Судьба поэта

Иван Табуреткин

Поэт всегда в оппозиции и в претензии к миру. Как монах, анахорет. Но в подобном же отношении он и к собратьям по перу. Правда, здесь его претензии касаются не права на материальную и духовную независимость, не права на эпатаж обывательщины и пошлости своекорыстного обывателя. Здесь он  в вечном споре о качестве формы, об эстетике и о праве на самый статус замкнутого круга избранных ордена Художников. Такая конфронтация всегда смертельно опасна, чревата прямой дуэлью, убийством или самоубийством. Потому что неразборчивые и бесталанные «собратья» используют толпу и власть, к которым жмутся и которым льстят.

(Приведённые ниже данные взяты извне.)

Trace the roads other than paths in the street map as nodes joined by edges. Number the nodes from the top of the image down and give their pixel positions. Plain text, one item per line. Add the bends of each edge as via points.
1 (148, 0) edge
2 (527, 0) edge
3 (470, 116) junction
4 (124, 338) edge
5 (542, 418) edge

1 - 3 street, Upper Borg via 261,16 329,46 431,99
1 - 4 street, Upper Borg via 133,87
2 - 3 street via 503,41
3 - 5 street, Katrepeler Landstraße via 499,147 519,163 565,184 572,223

Вот почему поэты уходят рано – в гроб либо в психушку. В лучшем случае – в схиму, в иночество, в одиночество. И тут у них два собеседника: собственное «Я» да воображённые потомки – если эта зелёная бутылка с вещим словом сокрушённого до них доплывёт.
Прозаикам проще: их слово доходчивей и не столь претенциозно. Оно неспешно, обстоятельно и независимо. Независимо, по крайней мере, от жёсткой матрицы рифмы, ритма, орфоэпии.

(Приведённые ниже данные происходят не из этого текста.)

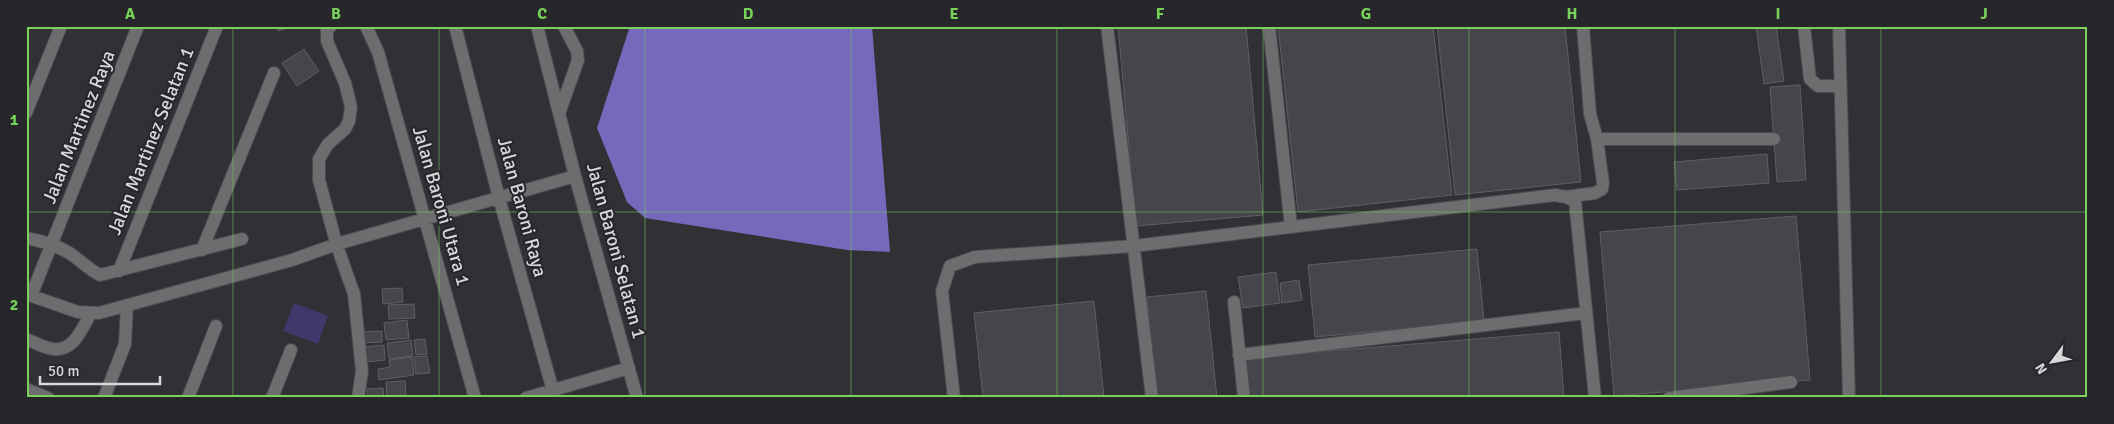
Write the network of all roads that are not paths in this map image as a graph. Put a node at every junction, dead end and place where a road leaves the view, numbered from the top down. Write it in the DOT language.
graph roads {
  1 [pos="60,26"];
  2 [pos="138,26"];
  3 [pos="217,26"];
  4 [pos="366,26"];
  5 [pos="455,26"];
  6 [pos="537,26"];
  7 [pos="564,26"];
  8 [pos="1107,26"];
  9 [pos="1269,26"];
  10 [pos="1583,26"];
  11 [pos="1804,26"];
  12 [pos="1839,26"];
  13 [pos="326,28"];
  14 [pos="274,73"];
  15 [pos="1840,86"];
  16 [pos="26,113"];
  17 [pos="559,114"];
  18 [pos="1597,139"];
  19 [pos="1774,139"];
  20 [pos="575,176"];
  21 [pos="1566,197"];
  22 [pos="499,198"];
  23 [pos="425,219"];
  24 [pos="1290,228"];
  25 [pos="26,238"];
  26 [pos="242,239"];
  27 [pos="337,244"];
  28 [pos="52,245"];
  29 [pos="1134,246"];
  30 [pos="202,250"];
  31 [pos="119,270"];
  32 [pos="29,295"];
  33 [pos="1234,302"];
  34 [pos="128,305"];
  35 [pos="91,313"];
  36 [pos="1586,313"];
  37 [pos="216,326"];
  38 [pos="26,338"];
  39 [pos="291,350"];
  40 [pos="1239,355"];
  41 [pos="629,368"];
  42 [pos="1790,382"];
  43 [pos="27,390"];
  44 [pos="554,394"];
  45 [pos="1705,395"];
  46 [pos="48,398"];
  47 [pos="104,398"];
  48 [pos="188,398"];
  49 [pos="272,398"];
  50 [pos="358,398"];
  51 [pos="475,398"];
  52 [pos="526,398"];
  53 [pos="637,398"];
  54 [pos="954,398"];
  55 [pos="1152,398"];
  56 [pos="1244,398"];
  57 [pos="1595,398"];
  58 [pos="1669,398"];
  59 [pos="1850,398"];
  1 -- 16 [label="street"];
  2 -- 28 [label="street, Jalan Martinez Raya"];
  3 -- 31 [label="street, Jalan Martinez Selatan 1"];
  4 -- 23 [label="street, Jalan Baroni Utara 1"];
  5 -- 22 [label="street, Jalan Baroni Raya"];
  6 -- 17 [label="street, Jalan Baroni Selatan 1"];
  7 -- 17 [label="street"];
  8 -- 29 [label="street"];
  9 -- 24 [label="street"];
  10 -- 18 [label="street"];
  11 -- 15 [label="street"];
  12 -- 15 [label="street"];
  13 -- 27 [label="street"];
  14 -- 30 [label="street"];
  15 -- 59 [label="street"];
  17 -- 20 [label="street, Jalan Baroni Selatan 1"];
  18 -- 19 [label="street"];
  18 -- 21 [label="street"];
  20 -- 22 [label="street"];
  20 -- 41 [label="street, Jalan Baroni Selatan 1"];
  21 -- 24 [label="street"];
  21 -- 36 [label="street"];
  22 -- 23 [label="street"];
  22 -- 44 [label="street, Jalan Baroni Raya"];
  23 -- 27 [label="street"];
  23 -- 51 [label="street, Jalan Baroni Utara 1"];
  24 -- 29 [label="street"];
  25 -- 28 [label="street"];
  26 -- 30 [label="street"];
  27 -- 34 [label="street"];
  27 -- 50 [label="street"];
  28 -- 31 [label="street"];
  28 -- 32 [label="street, Jalan Martinez Raya"];
  29 -- 54 [label="street"];
  29 -- 55 [label="street"];
  30 -- 31 [label="street"];
  32 -- 35 [label="street"];
  33 -- 40 [label="street"];
  34 -- 35 [label="street"];
  34 -- 47 [label="street"];
  35 -- 38 [label="street"];
  36 -- 40 [label="street"];
  36 -- 57 [label="street"];
  37 -- 48 [label="street"];
  39 -- 49 [label="street"];
  40 -- 56 [label="street"];
  41 -- 44 [label="street"];
  41 -- 53 [label="street, Jalan Baroni Selatan 1"];
  42 -- 45 [label="street"];
  43 -- 46 [label="street"];
  44 -- 52 [label="street"];
  45 -- 58 [label="street"];
}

Прозаика спасает острота, глубина и оригинальность взгляда на мир – даже если форма, речь корява, заскорузла. Так даже интересней.

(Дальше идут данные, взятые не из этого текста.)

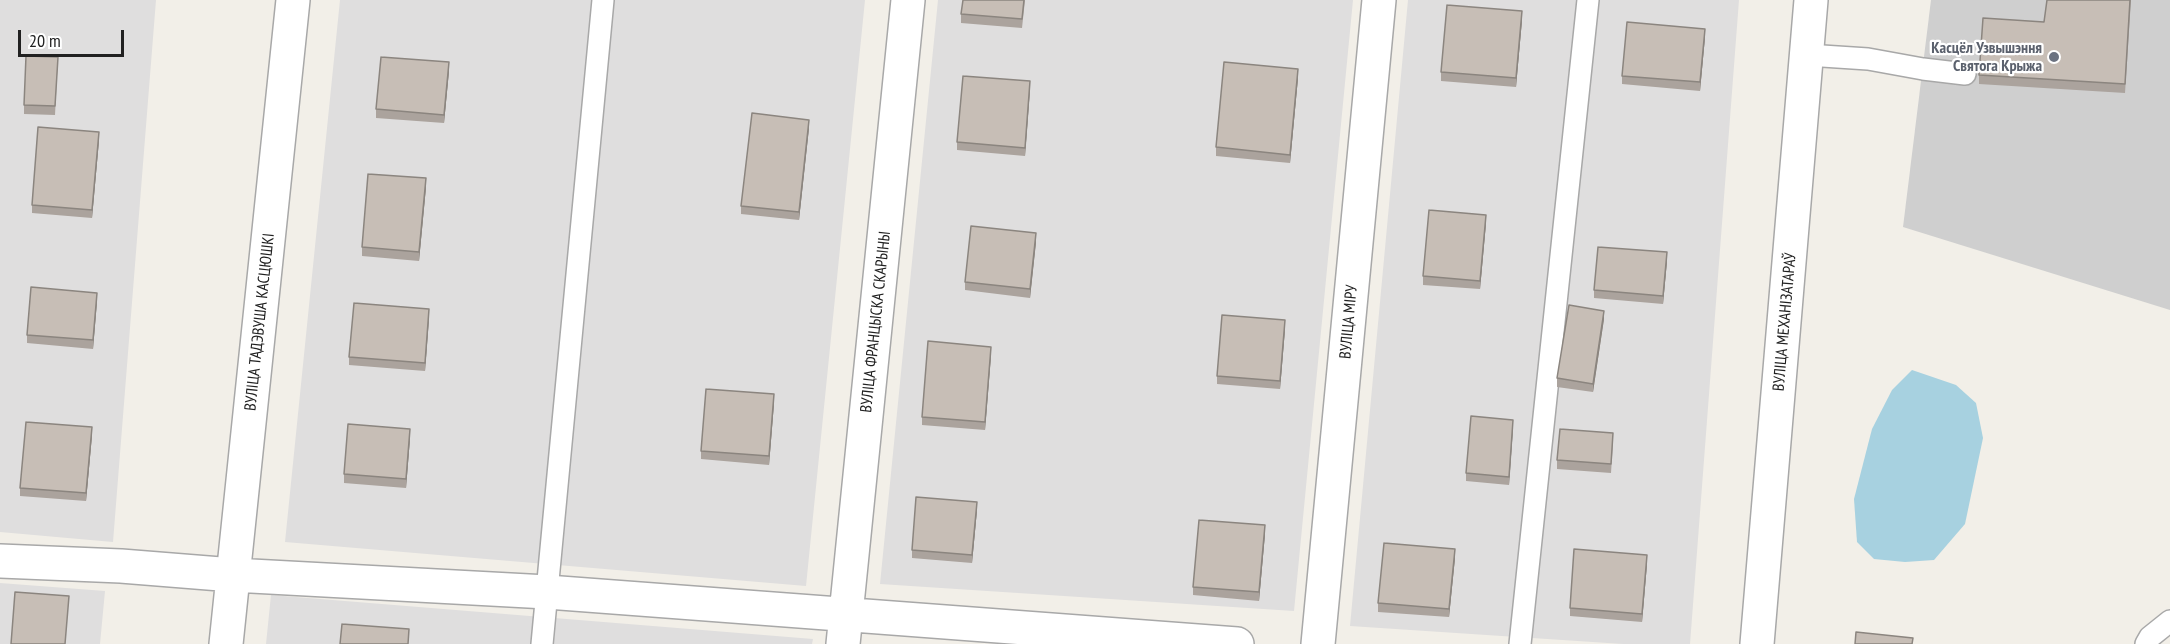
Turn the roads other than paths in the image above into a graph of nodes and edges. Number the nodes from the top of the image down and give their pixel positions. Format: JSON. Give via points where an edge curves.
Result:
{"nodes":[{"id":1,"x":293,"y":0,"type":"edge"},
{"id":2,"x":603,"y":0,"type":"edge"},
{"id":3,"x":908,"y":0,"type":"edge"},
{"id":4,"x":1379,"y":0,"type":"edge"},
{"id":5,"x":1588,"y":0,"type":"edge"},
{"id":6,"x":1811,"y":0,"type":"edge"},
{"id":7,"x":1806,"y":55,"type":"junction"},
{"id":8,"x":1965,"y":74,"type":"dead end"},
{"id":9,"x":0,"y":561,"type":"edge"},
{"id":10,"x":233,"y":575,"type":"junction"},
{"id":11,"x":547,"y":592,"type":"junction"},
{"id":12,"x":2170,"y":621,"type":"edge"},
{"id":13,"x":844,"y":629,"type":"edge"},
{"id":14,"x":226,"y":644,"type":"edge"},
{"id":15,"x":542,"y":644,"type":"edge"},
{"id":16,"x":1237,"y":644,"type":"edge"},
{"id":17,"x":1318,"y":644,"type":"edge"},
{"id":18,"x":1520,"y":644,"type":"edge"},
{"id":19,"x":1757,"y":644,"type":"edge"},
{"id":20,"x":2146,"y":644,"type":"edge"}],
"edges":[{"from":1,"to":10,"type":"street","name":"ВУЛІЦА ТАДЭВУША КАСЦЮШКІ"},
{"from":2,"to":11,"type":"lane"},
{"from":3,"to":13,"type":"street","name":"ВУЛІЦА ФРАНЦЫСКА СКАРЫНЫ"},
{"from":4,"to":17,"type":"street","name":"ВУЛІЦА МІРУ"},
{"from":5,"to":18,"type":"lane"},
{"from":6,"to":7,"type":"street","name":"ВУЛІЦА МЕХАНІЗАТАРАЎ"},
{"from":7,"to":8,"type":"lane","via":[[1868,59]]},
{"from":7,"to":19,"type":"street","name":"ВУЛІЦА МЕХАНІЗАТАРАЎ"},
{"from":9,"to":10,"type":"street"},
{"from":10,"to":11,"type":"street"},
{"from":10,"to":14,"type":"street","name":"ВУЛІЦА ТАДЭВУША КАСЦЮШКІ"},
{"from":11,"to":13,"type":"street"},
{"from":11,"to":15,"type":"lane"},
{"from":12,"to":20,"type":"lane"},
{"from":13,"to":16,"type":"street"}]}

Конечно, есть тьма примеров долгого жития поэтов и короткого века прозаиков. Однако в самом принципе странноречивые и противоречивые поэты гораздо уязвимей для упрёков и издёвок толпы, для окриков царя-батюшки, не признающего за поэзией труда во благо и во имя. Дармоеды! Тунеядцы! Что, собственно, одно и то же...
Цари боятся духовной власти пророков и провидцев. Вот почему им и выгодней и легче держать таковых в узде, под спудом, «для личного пользования», не давая огласки и воли бойкому петушку с золотым гребешком.